ASSIGNMENT — The entries are to be output once more, word for word.

DATASET EXTRACT —
<<<<

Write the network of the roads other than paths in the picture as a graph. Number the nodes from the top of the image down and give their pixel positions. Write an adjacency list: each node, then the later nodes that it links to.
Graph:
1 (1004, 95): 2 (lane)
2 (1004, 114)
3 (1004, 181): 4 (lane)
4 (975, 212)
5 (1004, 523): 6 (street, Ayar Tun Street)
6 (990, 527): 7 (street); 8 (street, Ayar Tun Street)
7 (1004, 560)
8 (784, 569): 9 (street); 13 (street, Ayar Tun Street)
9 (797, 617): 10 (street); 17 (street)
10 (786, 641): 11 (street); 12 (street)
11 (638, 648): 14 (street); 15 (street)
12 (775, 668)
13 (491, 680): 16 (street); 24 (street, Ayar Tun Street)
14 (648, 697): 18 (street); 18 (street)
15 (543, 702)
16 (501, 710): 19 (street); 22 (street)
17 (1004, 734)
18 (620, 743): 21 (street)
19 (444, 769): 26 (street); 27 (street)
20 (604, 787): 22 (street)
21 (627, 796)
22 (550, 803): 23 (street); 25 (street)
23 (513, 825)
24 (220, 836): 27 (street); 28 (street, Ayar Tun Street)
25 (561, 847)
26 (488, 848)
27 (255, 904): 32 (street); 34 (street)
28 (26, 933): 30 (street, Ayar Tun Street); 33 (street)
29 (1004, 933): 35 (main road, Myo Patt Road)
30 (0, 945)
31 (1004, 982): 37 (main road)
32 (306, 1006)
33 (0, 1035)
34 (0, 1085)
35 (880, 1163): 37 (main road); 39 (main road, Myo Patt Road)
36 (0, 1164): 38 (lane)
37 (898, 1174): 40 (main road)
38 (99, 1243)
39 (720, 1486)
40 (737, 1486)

>>>>

TASK ANSWER —
Write the network of the roads other than paths in the picture as a graph. Number the nodes from the top of the image down and give their pixel positions. Write an adjacency list: each node, then the later nodes that it links to.
Graph:
1 (1004, 95): 2 (lane)
2 (1004, 114)
3 (1004, 181): 4 (lane)
4 (975, 212)
5 (1004, 523): 6 (street, Ayar Tun Street)
6 (990, 527): 7 (street); 8 (street, Ayar Tun Street)
7 (1004, 560)
8 (784, 569): 9 (street); 13 (street, Ayar Tun Street)
9 (797, 617): 10 (street); 17 (street)
10 (786, 641): 11 (street); 12 (street)
11 (638, 648): 14 (street); 15 (street)
12 (775, 668)
13 (491, 680): 16 (street); 24 (street, Ayar Tun Street)
14 (648, 697): 18 (street); 18 (street)
15 (543, 702)
16 (501, 710): 19 (street); 22 (street)
17 (1004, 734)
18 (620, 743): 21 (street)
19 (444, 769): 26 (street); 27 (street)
20 (604, 787): 22 (street)
21 (627, 796)
22 (550, 803): 23 (street); 25 (street)
23 (513, 825)
24 (220, 836): 27 (street); 28 (street, Ayar Tun Street)
25 (561, 847)
26 (488, 848)
27 (255, 904): 32 (street); 34 (street)
28 (26, 933): 30 (street, Ayar Tun Street); 33 (street)
29 (1004, 933): 35 (main road, Myo Patt Road)
30 (0, 945)
31 (1004, 982): 37 (main road)
32 (306, 1006)
33 (0, 1035)
34 (0, 1085)
35 (880, 1163): 37 (main road); 39 (main road, Myo Patt Road)
36 (0, 1164): 38 (lane)
37 (898, 1174): 40 (main road)
38 (99, 1243)
39 (720, 1486)
40 (737, 1486)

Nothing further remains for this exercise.